Mehr Pflegeexpertise für den ambulanten und stationären Bereich

03.11.2021 Seit 2019 bietet die Berner Fachhochschule Gesundheit im Rahmen ihres «Master of Science in Pflege» die Vertiefung Nurse Practitioner an. Gestern durften nun die ersten Absolvent*innen des neuen Programms ihr Diplom entgegennehmen. Mit diesem in der Schweiz noch wenig bekannten Berufsbild erhofft man sich unter anderem, den Herausforderungen im Gesundheitswesen besser entgegentreten zu können.

Insgesamt 33 Pflegefachpersonen durften gestern im Rahmen der Abschlussfeier des Master-Studiengangs in Pflege der Berner Fachhochschule Gesundheit ihr Diplom entgegennehmen. Deren 7 haben sich auf die 2019 erstmals angebotene Vertiefung Nurse Practitioner fokussiert und treten in der Schweiz als Pioniere in den Arbeitsmarkt ein. Die Nachfrage nach dem neuen Berufsbild «Pflegeexpert*in APN» (siehe Kasten) ist gross, sowohl im ambulanten als auch stationären Bereich. «Wir erhalten derzeit viele Anfragen von Institutionen der ganzen Schweiz und können zwischen Absolvent*innen und Arbeitgebenden vermitteln», freut sich Dr. Maya Zumstein-Shaha, Dozentin und stv. Leiterin Master-Studiengang Pflege der Berner Fachhochschule.

Mögliche Antwort auf Herausforderungen im Gesundheitswesen

Das neue Berufsbild wurde als mögliche Antwort auf die Herausforderungen im Gesundheitswesen entwickelt. Durch die demografische Entwicklung steigt die Zahl der chronisch und mehrfach erkrankten Personen. Sie wohnen meist zu Hause oder in Langzeitinstitutionen und müssen mit ihren Erkrankungen den Alltag meistern. Aufgrund des vorherrschenden Mangels an Hausärzt*innen werden die Patient*innen oftmals nicht ausreichend begleitet. Diese Lücke können die Pflegeexpert*innen APN schliessen. Einerseits tragen sie durch die direkte Betreuung zu einer besseren Lebensqualität der erkrankten Person bei. Andererseits reduzieren sich dadurch die Konsultationen bei ärztlichen Fachpersonen, was diese wiederum entlastet. Auch leisten die Pflegeexpert*innen APN einen wesentlichen Beitrag zur besseren Koordination zwischen den Leistungserbringenden und somit zu einer integrierten Gesundheitsversorgung.  

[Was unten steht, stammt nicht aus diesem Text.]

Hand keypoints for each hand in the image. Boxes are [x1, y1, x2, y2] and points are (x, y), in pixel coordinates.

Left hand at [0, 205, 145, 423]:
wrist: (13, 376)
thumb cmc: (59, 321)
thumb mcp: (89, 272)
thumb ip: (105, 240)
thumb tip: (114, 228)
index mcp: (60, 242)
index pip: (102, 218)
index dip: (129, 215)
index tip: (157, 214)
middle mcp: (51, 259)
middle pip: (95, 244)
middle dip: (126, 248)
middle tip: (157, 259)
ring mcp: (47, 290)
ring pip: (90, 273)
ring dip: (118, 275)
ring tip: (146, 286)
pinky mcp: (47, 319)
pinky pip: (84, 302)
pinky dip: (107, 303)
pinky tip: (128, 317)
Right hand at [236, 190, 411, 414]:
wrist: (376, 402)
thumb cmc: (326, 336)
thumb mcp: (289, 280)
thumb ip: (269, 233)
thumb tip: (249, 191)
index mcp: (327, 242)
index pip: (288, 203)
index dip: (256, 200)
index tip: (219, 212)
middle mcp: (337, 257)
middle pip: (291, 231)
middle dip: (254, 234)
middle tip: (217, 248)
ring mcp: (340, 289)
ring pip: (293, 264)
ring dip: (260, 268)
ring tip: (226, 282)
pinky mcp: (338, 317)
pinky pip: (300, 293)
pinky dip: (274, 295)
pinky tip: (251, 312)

400 Stunden Praxisarbeit als wesentlicher Bestandteil

«In Ländern wie Kanada und den Vereinigten Staaten ist das Berufsbild der APN bereits etabliert», führt Zumstein-Shaha aus. Um das Programm in der Schweiz aufzubauen und für die Ausbildung der hiesigen APN holte sich die Berner Fachhochschule denn auch Hilfe aus dem Ausland. Die School of Nursing der University of North Carolina Greensboro, USA, die seit rund 20 Jahren Pflegefachpersonen zu APN ausbildet, beteiligte sich bei der Entwicklung der Lerninhalte für die neue Studienvertiefung und übernimmt mit Dozierenden einen aktiven Part beim Unterricht. Wesentlicher und einzigartiger Bestandteil der neuen Master-Vertiefung sind die 400 Stunden Praxisarbeit, welche die Studierenden leisten. Parallel zum Unterricht und über mehrere Semester verteilt, vertiefen die Studierenden im Praktikum bei einer Gesundheitsinstitution oder einer Hausarztpraxis ihre medizinischen Fähigkeiten wie Abhören des Körpers. Weiter festigen sie ihre Pflege-Skills und die Untersuchungstechniken. «Die Zusammenarbeit mit den Praxispartner*innen ist essenziell für den Erfolg des Ausbildungsmodells», so Zumstein-Shaha. Unterstützung erhält die Berner Fachhochschule dabei vom Kanton Bern, der die Vergütung der kantonalen Praxispartner*innen für ihre Ausbildungstätigkeit übernimmt. 

Anmeldezahlen haben sich seit 2019 verdoppelt

Die Berner Fachhochschule hat die fokussierte Ausrichtung auf die Advanced-Practice-Rolle jüngst erweitert: Seit dem neuen Herbstsemester können Studierende erstmals die neue Vertiefung «Psychiatric Mental Health Nurse Practitioner» (PMHNP) belegen, die sich auf die Versorgung und Begleitung von Erwachsenen mit psychischen Erkrankungen spezialisiert. Bei den Pflegefachpersonen stösst diese Neuausrichtung auf Anklang. So haben sich die Anmeldezahlen zum Master-Studium Pflege seit 2019 verdoppelt. Aktuell sind 71 Master-Studierende ins neue Herbstsemester gestartet. Gesamthaft sind derzeit 145 Studierende im Master-Studium Pflege immatrikuliert.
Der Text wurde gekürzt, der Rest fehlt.